CrowdSec replaces the isolated, reactive security model of Fail2ban with a collaborative IPS that detects, shares, and blocks threats at the application and network layers.

The Docker Compose deployment in this guide gives you:

  • Automatic threat detection — Pre-built collections for Nginx, SSH, HTTP CVEs, and more, with community blocklist enrichment
  • Dual-layer enforcement — Traefik plugin bouncer blocks at the reverse proxy level, firewall bouncer blocks at the kernel level
  • Custom detection rules — Write scenarios tuned to your specific homelab traffic patterns
  • Real-time notifications — Telegram alerts when incidents are detected
  • Multi-host sharing — One LAPI instance serves all your machines, sharing intelligence across the lab

CrowdSec doesn’t replace good firewall rules or regular updates.
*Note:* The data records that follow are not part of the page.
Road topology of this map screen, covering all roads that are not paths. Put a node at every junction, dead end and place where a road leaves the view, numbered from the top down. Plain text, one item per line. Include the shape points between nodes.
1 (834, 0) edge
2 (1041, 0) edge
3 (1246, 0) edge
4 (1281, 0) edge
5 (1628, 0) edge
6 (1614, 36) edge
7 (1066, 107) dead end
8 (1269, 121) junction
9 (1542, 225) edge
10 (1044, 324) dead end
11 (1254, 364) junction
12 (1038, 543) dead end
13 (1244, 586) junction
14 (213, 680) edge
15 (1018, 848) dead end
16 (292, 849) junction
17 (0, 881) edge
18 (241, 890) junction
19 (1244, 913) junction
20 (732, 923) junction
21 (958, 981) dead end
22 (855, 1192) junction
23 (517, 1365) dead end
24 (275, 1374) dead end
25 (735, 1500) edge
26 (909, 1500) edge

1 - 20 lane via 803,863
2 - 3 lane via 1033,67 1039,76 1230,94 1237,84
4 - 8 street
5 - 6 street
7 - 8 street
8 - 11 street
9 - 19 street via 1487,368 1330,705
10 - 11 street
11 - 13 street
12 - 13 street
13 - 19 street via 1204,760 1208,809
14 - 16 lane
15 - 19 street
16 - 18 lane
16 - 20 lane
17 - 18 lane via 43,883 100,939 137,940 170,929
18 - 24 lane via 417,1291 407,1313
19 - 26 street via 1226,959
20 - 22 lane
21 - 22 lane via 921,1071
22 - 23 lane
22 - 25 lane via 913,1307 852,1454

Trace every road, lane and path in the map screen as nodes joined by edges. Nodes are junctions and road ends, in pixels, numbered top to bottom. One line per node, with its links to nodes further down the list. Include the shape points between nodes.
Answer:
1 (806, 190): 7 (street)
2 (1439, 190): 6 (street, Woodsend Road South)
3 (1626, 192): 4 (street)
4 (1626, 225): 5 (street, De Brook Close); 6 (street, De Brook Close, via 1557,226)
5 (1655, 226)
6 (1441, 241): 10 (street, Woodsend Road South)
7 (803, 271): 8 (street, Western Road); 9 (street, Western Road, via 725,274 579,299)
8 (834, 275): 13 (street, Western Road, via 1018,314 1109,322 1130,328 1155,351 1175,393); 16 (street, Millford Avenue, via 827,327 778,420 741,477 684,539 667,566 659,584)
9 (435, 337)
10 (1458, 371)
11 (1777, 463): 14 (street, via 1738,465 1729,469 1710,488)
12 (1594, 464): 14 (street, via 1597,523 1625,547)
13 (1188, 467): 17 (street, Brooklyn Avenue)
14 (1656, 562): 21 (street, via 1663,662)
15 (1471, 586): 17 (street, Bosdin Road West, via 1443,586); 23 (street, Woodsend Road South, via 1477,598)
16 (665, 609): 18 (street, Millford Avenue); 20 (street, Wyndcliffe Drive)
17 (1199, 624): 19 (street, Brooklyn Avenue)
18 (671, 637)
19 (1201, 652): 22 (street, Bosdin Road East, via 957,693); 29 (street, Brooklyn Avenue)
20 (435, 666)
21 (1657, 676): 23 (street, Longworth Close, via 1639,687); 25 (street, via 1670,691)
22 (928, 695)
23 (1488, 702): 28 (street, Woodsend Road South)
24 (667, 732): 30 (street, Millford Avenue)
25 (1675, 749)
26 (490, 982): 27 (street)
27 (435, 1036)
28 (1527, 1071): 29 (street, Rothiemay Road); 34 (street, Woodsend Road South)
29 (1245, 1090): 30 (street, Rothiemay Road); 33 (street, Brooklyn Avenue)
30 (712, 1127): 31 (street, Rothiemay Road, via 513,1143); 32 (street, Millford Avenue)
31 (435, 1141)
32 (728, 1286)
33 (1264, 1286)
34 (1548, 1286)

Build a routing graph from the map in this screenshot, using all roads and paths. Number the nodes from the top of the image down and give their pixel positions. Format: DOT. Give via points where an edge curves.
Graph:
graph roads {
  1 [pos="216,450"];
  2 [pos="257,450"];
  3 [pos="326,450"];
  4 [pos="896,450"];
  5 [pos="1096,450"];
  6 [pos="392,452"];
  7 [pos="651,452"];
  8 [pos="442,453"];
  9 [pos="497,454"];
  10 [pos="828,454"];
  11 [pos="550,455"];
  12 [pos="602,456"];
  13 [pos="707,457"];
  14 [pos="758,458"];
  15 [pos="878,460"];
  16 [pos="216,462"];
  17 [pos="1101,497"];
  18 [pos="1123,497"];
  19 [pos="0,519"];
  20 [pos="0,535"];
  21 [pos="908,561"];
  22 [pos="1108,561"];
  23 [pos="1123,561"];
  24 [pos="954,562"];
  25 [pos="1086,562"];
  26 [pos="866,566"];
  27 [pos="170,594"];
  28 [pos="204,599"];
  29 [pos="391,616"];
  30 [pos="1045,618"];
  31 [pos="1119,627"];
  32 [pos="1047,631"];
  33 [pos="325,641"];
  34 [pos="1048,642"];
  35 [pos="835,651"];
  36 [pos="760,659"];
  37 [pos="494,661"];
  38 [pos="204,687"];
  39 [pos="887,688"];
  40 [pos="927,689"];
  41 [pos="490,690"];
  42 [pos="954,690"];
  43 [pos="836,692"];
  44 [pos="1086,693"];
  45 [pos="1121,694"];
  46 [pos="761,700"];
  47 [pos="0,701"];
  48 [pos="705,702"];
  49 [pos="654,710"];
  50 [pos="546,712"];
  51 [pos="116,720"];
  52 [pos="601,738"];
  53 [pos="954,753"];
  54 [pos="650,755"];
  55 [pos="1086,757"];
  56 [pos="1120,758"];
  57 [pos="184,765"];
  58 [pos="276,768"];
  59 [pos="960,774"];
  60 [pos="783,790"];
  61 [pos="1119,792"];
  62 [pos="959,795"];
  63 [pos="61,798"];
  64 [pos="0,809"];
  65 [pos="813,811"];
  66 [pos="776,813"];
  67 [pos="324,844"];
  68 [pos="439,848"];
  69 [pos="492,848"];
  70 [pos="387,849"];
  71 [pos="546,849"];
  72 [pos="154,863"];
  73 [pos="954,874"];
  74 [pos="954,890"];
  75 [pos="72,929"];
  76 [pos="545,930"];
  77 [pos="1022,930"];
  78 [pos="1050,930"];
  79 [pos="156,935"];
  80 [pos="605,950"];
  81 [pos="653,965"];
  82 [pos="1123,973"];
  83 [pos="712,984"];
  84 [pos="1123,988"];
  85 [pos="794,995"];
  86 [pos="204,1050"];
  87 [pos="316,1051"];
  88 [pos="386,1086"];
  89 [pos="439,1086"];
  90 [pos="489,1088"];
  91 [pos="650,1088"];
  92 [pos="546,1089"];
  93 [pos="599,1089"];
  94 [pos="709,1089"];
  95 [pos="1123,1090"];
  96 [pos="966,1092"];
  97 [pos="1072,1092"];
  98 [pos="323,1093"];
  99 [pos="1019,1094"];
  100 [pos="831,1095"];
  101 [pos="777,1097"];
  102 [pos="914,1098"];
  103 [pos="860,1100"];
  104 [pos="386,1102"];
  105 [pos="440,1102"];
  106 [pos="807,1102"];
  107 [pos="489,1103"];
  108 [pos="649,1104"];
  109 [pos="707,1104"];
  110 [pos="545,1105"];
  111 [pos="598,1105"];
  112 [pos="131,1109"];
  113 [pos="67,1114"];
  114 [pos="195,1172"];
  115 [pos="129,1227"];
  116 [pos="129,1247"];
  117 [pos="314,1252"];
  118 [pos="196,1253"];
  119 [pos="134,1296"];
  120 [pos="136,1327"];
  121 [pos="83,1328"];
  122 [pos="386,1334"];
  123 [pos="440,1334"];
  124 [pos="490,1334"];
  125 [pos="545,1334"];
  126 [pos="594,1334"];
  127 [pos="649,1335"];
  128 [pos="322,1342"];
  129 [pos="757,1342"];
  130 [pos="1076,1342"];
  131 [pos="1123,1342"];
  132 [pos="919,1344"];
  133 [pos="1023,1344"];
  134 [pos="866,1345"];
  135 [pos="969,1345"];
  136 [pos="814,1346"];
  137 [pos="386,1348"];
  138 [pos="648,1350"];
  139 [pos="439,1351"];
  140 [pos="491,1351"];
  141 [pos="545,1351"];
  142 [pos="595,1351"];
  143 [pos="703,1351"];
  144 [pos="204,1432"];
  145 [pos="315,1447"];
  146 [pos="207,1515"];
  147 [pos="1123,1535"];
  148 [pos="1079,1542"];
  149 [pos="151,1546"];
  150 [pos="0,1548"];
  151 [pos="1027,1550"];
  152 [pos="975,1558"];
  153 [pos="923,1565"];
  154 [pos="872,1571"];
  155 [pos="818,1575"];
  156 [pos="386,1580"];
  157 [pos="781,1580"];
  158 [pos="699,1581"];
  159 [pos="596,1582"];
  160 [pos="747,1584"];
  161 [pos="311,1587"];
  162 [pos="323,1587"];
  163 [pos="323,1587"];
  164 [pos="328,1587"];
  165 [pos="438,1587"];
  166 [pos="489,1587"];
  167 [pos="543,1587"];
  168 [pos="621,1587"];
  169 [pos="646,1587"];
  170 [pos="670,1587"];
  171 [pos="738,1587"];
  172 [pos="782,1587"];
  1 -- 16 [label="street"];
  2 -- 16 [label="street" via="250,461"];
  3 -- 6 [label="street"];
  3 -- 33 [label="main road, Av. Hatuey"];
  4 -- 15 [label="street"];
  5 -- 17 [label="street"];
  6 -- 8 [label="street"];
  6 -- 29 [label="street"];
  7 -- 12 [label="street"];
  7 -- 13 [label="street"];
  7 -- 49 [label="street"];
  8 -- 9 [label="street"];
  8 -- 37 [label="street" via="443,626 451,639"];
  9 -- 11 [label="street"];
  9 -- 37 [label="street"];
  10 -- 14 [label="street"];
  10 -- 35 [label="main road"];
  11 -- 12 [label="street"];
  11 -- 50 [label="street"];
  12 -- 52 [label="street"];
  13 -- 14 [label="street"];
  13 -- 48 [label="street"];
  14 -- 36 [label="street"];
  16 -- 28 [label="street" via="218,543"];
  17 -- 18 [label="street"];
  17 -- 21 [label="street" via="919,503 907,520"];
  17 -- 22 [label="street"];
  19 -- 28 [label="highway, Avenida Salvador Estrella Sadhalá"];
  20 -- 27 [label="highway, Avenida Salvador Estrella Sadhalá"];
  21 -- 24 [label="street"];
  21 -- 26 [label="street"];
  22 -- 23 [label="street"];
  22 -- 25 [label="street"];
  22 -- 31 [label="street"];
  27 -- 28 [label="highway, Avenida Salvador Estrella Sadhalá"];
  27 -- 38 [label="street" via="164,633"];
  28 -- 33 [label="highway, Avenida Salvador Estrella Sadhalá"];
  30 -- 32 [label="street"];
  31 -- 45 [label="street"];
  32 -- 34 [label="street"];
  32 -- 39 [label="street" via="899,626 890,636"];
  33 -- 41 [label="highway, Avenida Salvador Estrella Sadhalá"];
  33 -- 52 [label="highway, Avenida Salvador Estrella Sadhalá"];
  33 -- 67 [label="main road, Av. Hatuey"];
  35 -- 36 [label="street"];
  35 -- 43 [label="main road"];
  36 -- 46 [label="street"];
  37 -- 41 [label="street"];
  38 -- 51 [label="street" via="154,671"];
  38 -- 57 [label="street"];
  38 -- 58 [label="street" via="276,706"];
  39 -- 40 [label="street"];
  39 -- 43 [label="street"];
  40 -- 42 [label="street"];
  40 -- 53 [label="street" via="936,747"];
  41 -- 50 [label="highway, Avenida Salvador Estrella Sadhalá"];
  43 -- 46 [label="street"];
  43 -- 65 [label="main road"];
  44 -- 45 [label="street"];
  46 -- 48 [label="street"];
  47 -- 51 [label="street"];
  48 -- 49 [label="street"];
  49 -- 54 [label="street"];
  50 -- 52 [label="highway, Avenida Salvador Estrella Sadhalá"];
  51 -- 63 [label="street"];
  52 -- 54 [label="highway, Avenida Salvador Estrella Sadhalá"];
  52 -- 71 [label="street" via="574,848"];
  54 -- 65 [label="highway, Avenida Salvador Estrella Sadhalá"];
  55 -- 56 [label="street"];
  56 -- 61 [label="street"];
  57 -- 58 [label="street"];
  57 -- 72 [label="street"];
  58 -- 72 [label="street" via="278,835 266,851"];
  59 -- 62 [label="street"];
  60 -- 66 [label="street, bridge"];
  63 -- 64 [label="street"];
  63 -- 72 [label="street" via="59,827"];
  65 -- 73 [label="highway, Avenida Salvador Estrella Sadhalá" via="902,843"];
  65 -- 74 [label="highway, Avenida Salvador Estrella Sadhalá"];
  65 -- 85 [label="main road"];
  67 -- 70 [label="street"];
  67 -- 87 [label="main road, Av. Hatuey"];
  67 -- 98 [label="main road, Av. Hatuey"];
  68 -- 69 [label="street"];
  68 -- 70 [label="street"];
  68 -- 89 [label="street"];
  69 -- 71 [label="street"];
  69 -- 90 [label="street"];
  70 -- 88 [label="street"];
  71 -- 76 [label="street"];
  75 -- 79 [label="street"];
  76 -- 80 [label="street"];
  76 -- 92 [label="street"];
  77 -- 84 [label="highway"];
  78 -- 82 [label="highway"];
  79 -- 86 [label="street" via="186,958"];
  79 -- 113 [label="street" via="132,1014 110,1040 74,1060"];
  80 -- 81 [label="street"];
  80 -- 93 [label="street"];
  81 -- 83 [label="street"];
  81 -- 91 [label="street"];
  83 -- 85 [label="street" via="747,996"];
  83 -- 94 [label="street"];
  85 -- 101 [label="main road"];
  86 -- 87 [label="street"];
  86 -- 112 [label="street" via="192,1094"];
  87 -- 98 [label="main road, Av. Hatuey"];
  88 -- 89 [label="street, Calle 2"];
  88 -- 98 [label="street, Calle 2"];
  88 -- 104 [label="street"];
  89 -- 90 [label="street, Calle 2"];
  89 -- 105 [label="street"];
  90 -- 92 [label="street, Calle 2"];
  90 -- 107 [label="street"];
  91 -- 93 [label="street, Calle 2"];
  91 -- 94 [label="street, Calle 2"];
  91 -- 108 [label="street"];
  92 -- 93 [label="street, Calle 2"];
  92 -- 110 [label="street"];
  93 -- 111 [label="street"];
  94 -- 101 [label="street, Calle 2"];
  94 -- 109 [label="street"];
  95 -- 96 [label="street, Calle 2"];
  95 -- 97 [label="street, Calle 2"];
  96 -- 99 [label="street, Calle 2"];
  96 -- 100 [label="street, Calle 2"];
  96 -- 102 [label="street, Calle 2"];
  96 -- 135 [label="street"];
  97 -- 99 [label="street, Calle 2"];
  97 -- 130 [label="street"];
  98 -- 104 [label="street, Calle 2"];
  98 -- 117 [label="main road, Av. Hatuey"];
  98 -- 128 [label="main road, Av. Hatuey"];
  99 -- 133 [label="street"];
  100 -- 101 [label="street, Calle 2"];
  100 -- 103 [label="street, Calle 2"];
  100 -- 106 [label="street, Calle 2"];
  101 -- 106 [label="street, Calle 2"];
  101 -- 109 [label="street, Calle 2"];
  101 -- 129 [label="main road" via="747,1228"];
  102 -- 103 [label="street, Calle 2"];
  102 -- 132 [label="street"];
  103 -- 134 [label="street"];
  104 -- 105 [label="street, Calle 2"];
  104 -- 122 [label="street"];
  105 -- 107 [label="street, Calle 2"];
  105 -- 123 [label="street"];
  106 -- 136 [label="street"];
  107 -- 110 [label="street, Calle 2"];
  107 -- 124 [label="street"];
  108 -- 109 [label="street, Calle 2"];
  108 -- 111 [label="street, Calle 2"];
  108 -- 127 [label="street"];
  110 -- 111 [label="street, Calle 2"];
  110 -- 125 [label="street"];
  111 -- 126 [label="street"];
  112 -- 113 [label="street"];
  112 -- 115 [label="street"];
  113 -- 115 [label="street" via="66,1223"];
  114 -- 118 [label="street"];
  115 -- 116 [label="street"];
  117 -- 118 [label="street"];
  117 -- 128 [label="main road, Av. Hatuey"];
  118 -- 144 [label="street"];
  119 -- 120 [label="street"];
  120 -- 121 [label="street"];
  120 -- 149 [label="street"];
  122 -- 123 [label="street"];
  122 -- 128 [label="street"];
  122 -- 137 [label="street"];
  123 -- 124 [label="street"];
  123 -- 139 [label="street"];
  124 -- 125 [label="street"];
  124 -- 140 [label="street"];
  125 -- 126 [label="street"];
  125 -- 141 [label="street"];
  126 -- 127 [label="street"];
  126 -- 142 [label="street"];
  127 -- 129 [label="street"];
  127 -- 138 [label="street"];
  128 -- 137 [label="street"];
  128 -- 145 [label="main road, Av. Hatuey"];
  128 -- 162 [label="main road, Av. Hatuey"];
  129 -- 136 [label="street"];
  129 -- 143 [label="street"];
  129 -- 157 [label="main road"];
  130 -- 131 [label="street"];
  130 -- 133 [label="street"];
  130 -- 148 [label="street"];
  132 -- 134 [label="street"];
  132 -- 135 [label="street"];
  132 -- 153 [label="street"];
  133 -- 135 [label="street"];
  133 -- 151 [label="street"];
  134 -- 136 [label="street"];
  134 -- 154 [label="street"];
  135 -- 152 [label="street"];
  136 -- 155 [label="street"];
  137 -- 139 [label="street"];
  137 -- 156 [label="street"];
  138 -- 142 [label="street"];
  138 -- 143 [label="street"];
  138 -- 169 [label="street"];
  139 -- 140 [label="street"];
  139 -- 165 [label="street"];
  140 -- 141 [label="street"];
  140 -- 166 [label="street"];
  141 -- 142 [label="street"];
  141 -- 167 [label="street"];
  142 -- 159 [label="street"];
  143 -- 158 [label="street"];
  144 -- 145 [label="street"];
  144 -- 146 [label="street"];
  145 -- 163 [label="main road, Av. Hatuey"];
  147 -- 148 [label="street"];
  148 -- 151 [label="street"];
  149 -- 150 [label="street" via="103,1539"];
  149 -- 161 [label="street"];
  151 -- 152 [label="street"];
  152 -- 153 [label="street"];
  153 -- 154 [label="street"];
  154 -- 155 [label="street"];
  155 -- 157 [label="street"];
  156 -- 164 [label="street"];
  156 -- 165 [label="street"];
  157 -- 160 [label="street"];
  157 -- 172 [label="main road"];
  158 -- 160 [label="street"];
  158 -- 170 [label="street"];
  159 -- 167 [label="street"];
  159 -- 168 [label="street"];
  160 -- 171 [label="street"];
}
It adds a behavioral detection layer on top of them. The community blocklist means you benefit from attacks other homelabs have already seen, and your blocked IPs help protect the rest of the community in return.

The compose stack from this guide protects every exposed service. Traefik middleware catches web-based attacks before they reach your applications. The firewall bouncer drops SSH scanners, port probes, and any other connection from a known malicious IP. And when something new hits one of your services, CrowdSec learns from it — and the rest of your lab is protected within seconds.